La Présidence n’avait pas publié la résolution du Sénat sur Guy Philippe

Selon un conseiller du président de la République, la Présidence n’avait pas publié la résolution du Sénat relative à l’arrestation de Guy Philippe, pour protéger les institutions républicaines et aussi pour des raisons d’Etat.
C’est Guichard Doré, conseiller spécial du Président de la République qui a confié l’information dans un entretien accordé au Nouvelliste. Pour le conseiller du chef de l’Etat, Guy Philippe jouissait de toute sa liberté lorsque lui et Jovenel Moïse étaient vus ensemble durant la campagne électorale. C’était d’ailleurs un candidat et si la justice haïtienne lui reprochait quelque chose, il n’aurait probablement pas pu avoir certains documents, argumente-t-il.
Quant à la décision de Guy Philippe de plaider coupable, lundi dernier devant un tribunal américain, M. Doré, formule le vœu que la lumière soit faite sur le dossier, prétendant qu’ils ne sont ni la police ni la justice et qu’ils ne peuvent pas se prononcer sur le fond du dossier, rapporte le quotidien.

Alors que l’arrestation de Guy Philippe avait provoqué des remous au sein de la société haïtienne ramenant sur la table du débat la légalité de l’accord de 1997, au point de valoir une résolution du Sénat condamnant l’arrestation, Guichard Doré, affirme que la Présidence n’avait pas publié la résolution du Sénat dans le journal officiel du pays pour protéger les institutions républicaines mais aussi pour des raisons d’Etat. Tout en se montrant prudent sur le dossier, il soutient également que ce n’est pas le moment de dénoncer le dit accord.
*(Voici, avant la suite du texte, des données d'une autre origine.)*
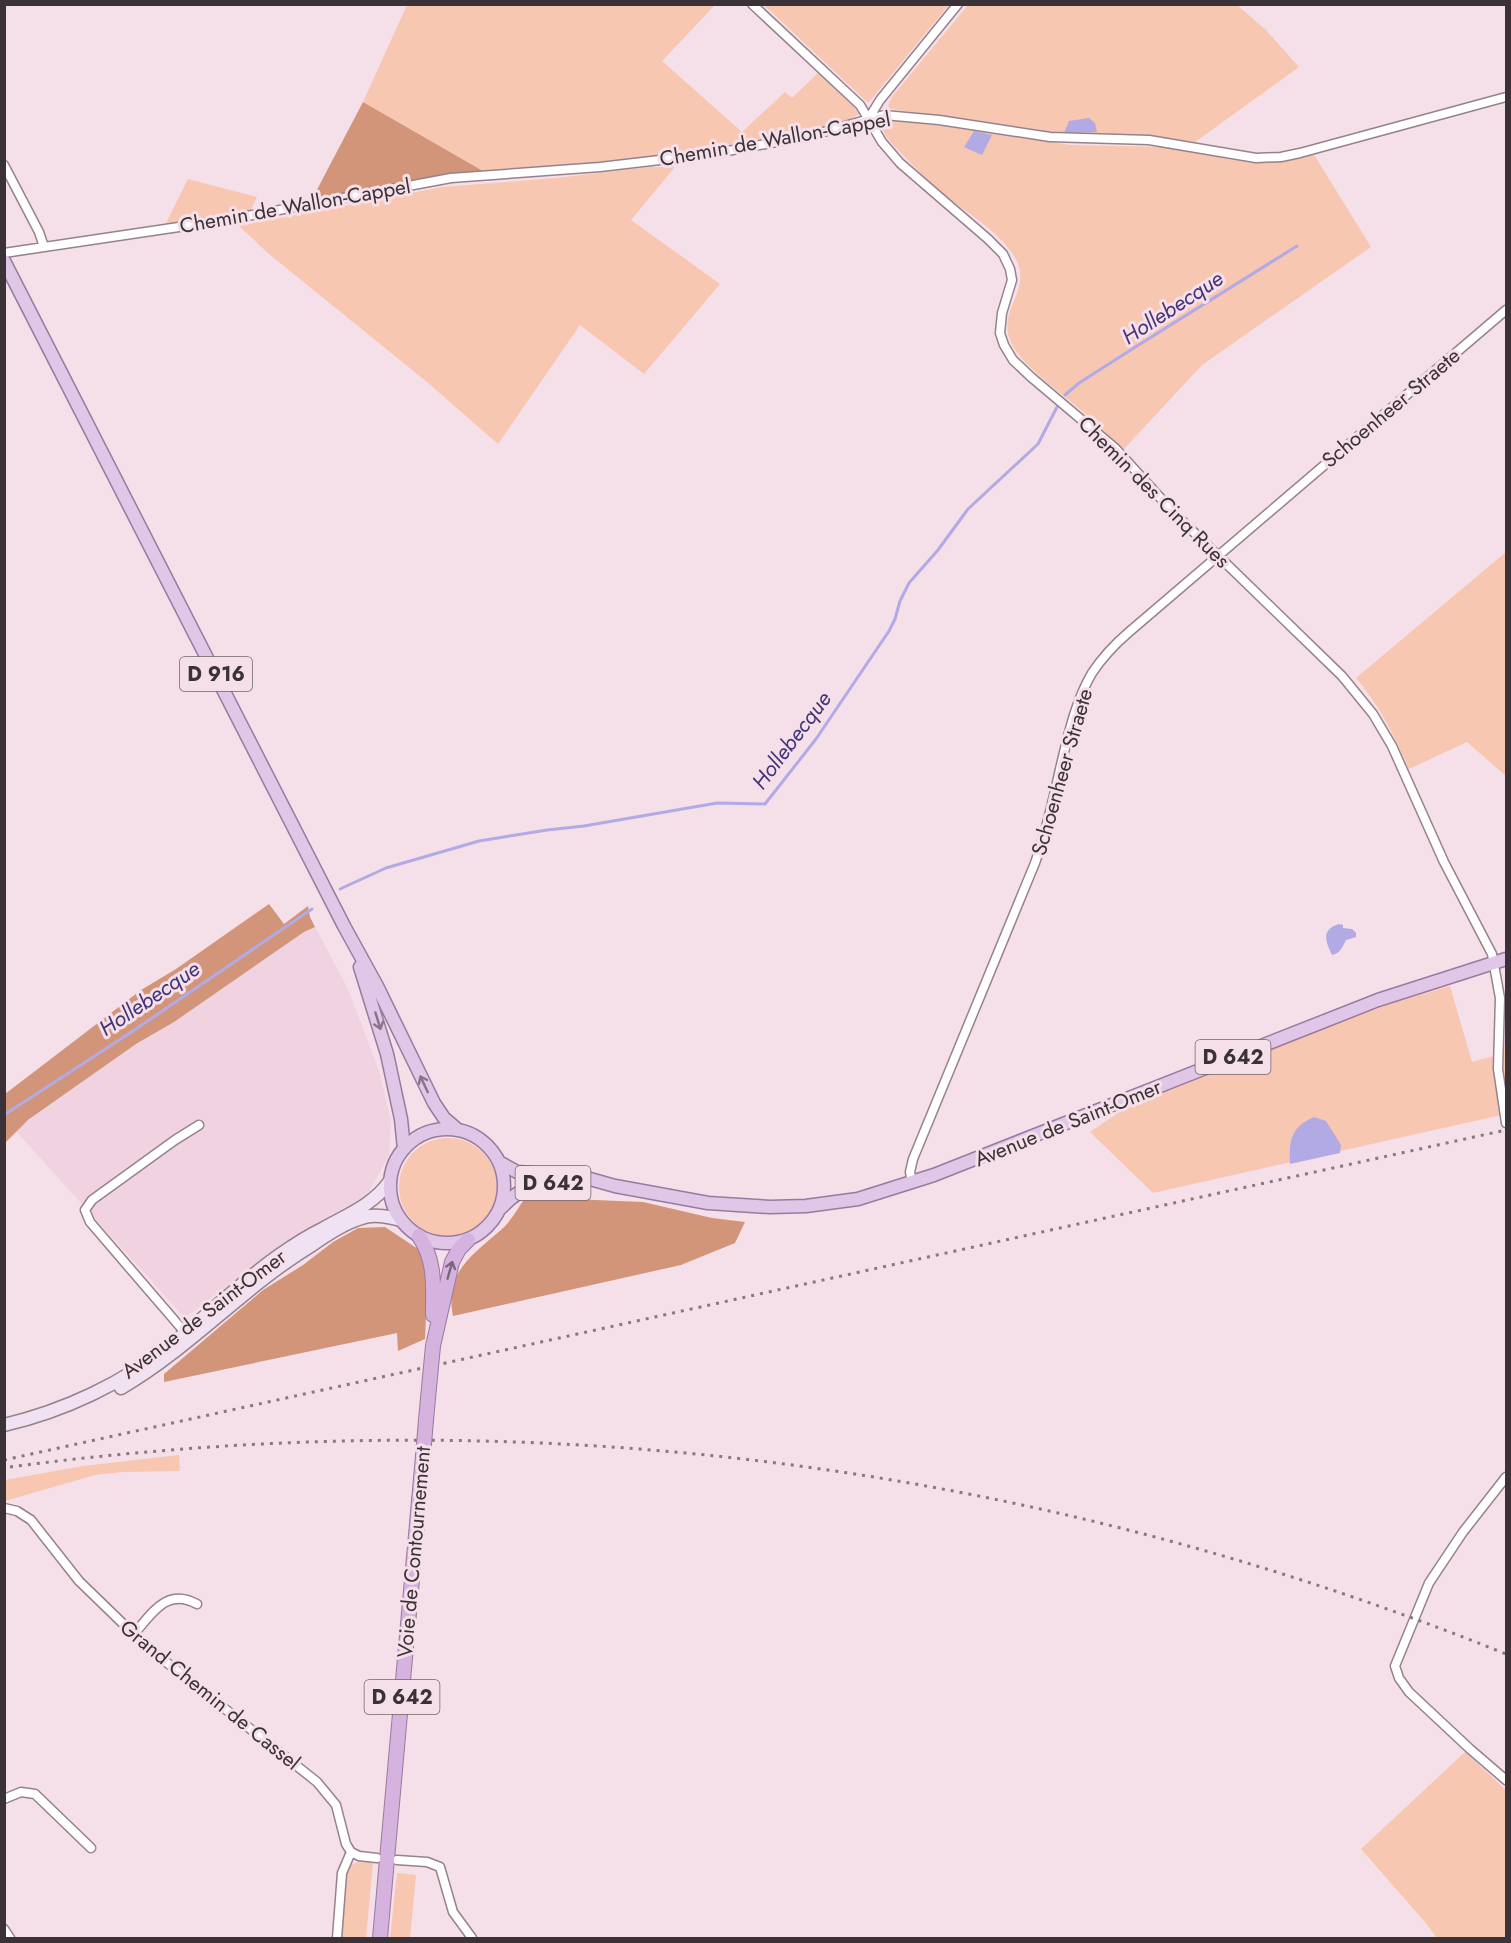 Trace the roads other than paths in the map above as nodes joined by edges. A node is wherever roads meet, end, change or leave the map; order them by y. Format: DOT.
graph roads {
  1 [pos="752,4"];
  2 [pos="958,4"];
  3 [pos="1506,97"];
  4 [pos="869,118"];
  5 [pos="4,165"];
  6 [pos="44,247"];
  7 [pos="4,253"];
  8 [pos="4,261"];
  9 [pos="1506,310"];
  10 [pos="1218,556"];
  11 [pos="344,926"];
  12 [pos="1501,961"];
  13 [pos="1506,1123"];
  14 [pos="199,1125"];
  15 [pos="458,1130"];
  16 [pos="404,1149"];
  17 [pos="499,1162"];
  18 [pos="390,1180"];
  19 [pos="912,1183"];
  20 [pos="615,1186"];
  21 [pos="500,1209"];
  22 [pos="401,1220"];
  23 [pos="419,1236"];
  24 [pos="468,1240"];
  25 [pos="188,1336"];
  26 [pos="433,1346"];
  27 [pos="4,1425"];
  28 [pos="4,1430"];
  29 [pos="1506,1477"];
  30 [pos="4,1508"];
  31 [pos="197,1604"];
  32 [pos="133,1635"];
  33 [pos="1506,1780"];
  34 [pos="4,1799"];
  35 [pos="91,1848"];
  36 [pos="351,1852"];
  37 [pos="377,1858"];
  38 [pos="398,1860"];
  39 [pos="4,1929"];
  40 [pos="10,1938"];
  41 [pos="337,1938"];
  42 [pos="380,1938"];
  43 [pos="471,1938"];
  1 -- 4 [label="street, Chemin des Cinq Rues"];
  2 -- 4 [label="street"];
  3 -- 4 [label="street, Chemin de Wallon-Cappel"];
  4 -- 6 [label="street, Chemin de Wallon-Cappel"];
  4 -- 10 [label="street, Chemin des Cinq Rues"];
  5 -- 6 [label="street"];
  6 -- 7 [label="street, Chemin de Wallon-Cappel"];
  8 -- 11 [label="main road, D 916"];
  9 -- 10 [label="street, Schoenheer Straete"];
  10 -- 12 [label="street, Chemin des Cinq Rues"];
  10 -- 19 [label="street, Schoenheer Straete"];
  15 -- 11 [label="main road, D 916, one-way"];
  11 -- 16 [label="main road, D 916, one-way"];
  12 -- 13 [label="street, Chemin des Cinq Rues"];
  12 -- 19 [label="main road, Avenue de Saint-Omer / D 642"];
  14 -- 25 [label="street"];
  15 -- 16 [label="main road"];
  15 -- 17 [label="main road"];
  16 -- 18 [label="main road"];
  17 -- 20 [label="main road, Avenue de Saint-Omer / D 642"];
  17 -- 21 [label="main road"];
  18 -- 22 [label="main road"];
  18 -- 25 [label="main road, Avenue de Saint-Omer"];
  19 -- 20 [label="main road, Avenue de Saint-Omer / D 642"];
  20 -- 21 [label="main road, Avenue de Saint-Omer / D 642"];
  21 -- 24 [label="main road"];
  22 -- 23 [label="main road"];
  22 -- 25 [label="main road, Avenue de Saint-Omer"];
  23 -- 24 [label="main road"];
  23 -- 26 [label="highway, Voie de Contournement"];
  26 -- 24 [label="highway, Voie de Contournement, one-way"];
  25 -- 27 [label="main road, Avenue de Saint-Omer"];
  25 -- 28 [label="main road, Avenue de Saint-Omer"];
  26 -- 42 [label="highway, Voie de Contournement / D 642, bridge"];
  29 -- 33 [label="street"];
  30 -- 32 [label="street, Grand Chemin de Cassel"];
  31 -- 32 [label="street"];
  32 -- 36 [label="street, Grand Chemin de Cassel"];
  34 -- 35 [label="street"];
  36 -- 37 [label="street"];
  36 -- 41 [label="street"];
  38 -- 43 [label="street"];
  39 -- 40 [label="street"];
}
Toutefois, il avance qu’il ne sait pas ce qui se serait passé si Jovenel Moïse était déjà investi dans ses fonctions en ce qui concerne l’arrestation de l’ex chef rebelle.
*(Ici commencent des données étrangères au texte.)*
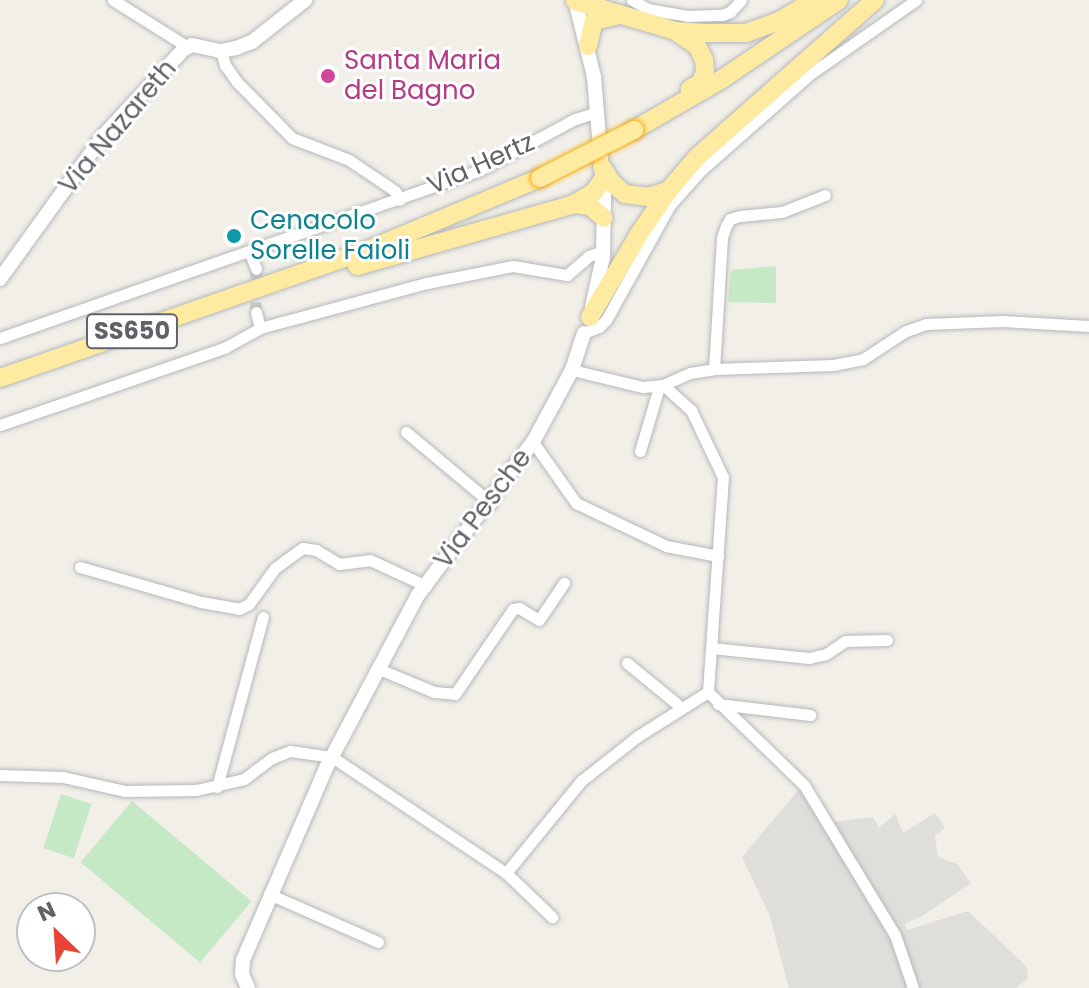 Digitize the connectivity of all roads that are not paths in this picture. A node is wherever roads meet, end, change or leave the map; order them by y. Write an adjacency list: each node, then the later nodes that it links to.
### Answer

Rappelons que Guy Philippe a été arrêté le 5 janvier dernier à Pétion-ville puis transféré le même jour aux Etats-Unis ; après avoir plaidé non coupable lors d’une audition tenue le 13 janvier 2017, l’élu de la Grand’Anse a décidé de plaider coupable le 24 avril devant un tribunal américain risquant une peine de vingt (20) ans de prison.